# Sat OCT 5, 2013 - Fish Huron Walleye Challenge



## FreeByrdSteve (Jun 28, 2004)

SAVE THE DATE - SATURDAY OCTOBER 5, 2013 for the Fish Huron Ohio Walleye Challenge open tournament.

We are combining with the annual Walleye Central Get Together and Charity Raffle to hopefully deliver a FUN weekend.

Look for more details within the next month but I wanted to get the date out there now.

Registration for for Fish Huron Walleye Challenge will be online only via the Fish Huron site in late August like we have done the past few years.

The WC Dinner and Raffle will be on Friday Oct 4. We will have a new twist to the raffle that will allow the opportunity for the crowd to do more socializing with more than just the 6 or 8 people at your table.

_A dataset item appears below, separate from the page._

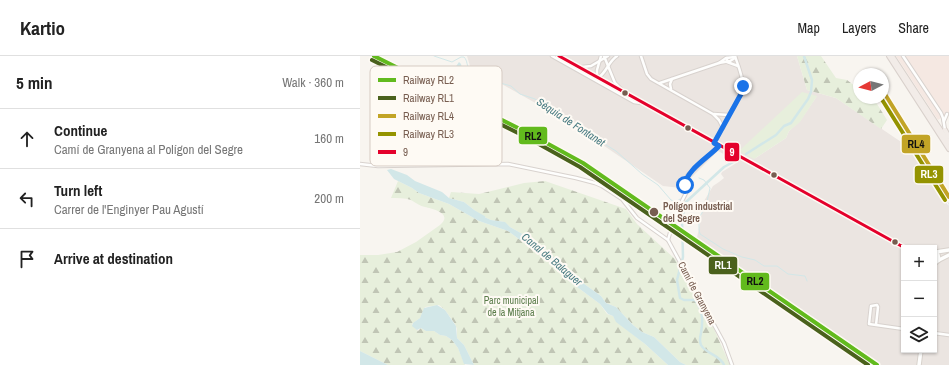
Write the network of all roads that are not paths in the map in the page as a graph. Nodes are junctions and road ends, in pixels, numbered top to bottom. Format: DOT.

We are working out the details on how to handle logistics for a combined weigh-in for the Walleye Challenge and the WC Braggin' Rights. There will be options to participate in BOTH events as well as the option to participate in EITHER event INDIVIDUALLY.

We will have a bigger COMBINED AWARDS PARTY on Saturday night.

I'm already getting pressured to increase the Fish Huron Walleye Challenge from 80 teams. If I do it will be a maximum of 100 teams. Undecided at this point.

Steve Carlson


----------



## KPI (Jun 4, 2011)

this is just another reason why i love fishing this tourny can not wait for next year already!!!!!! kenny


----------



## ErieRider (Mar 23, 2010)

Thats awesome!! Good idea can't wait. Always wanted to do the wc also but was always hard to plan. Look forward to details!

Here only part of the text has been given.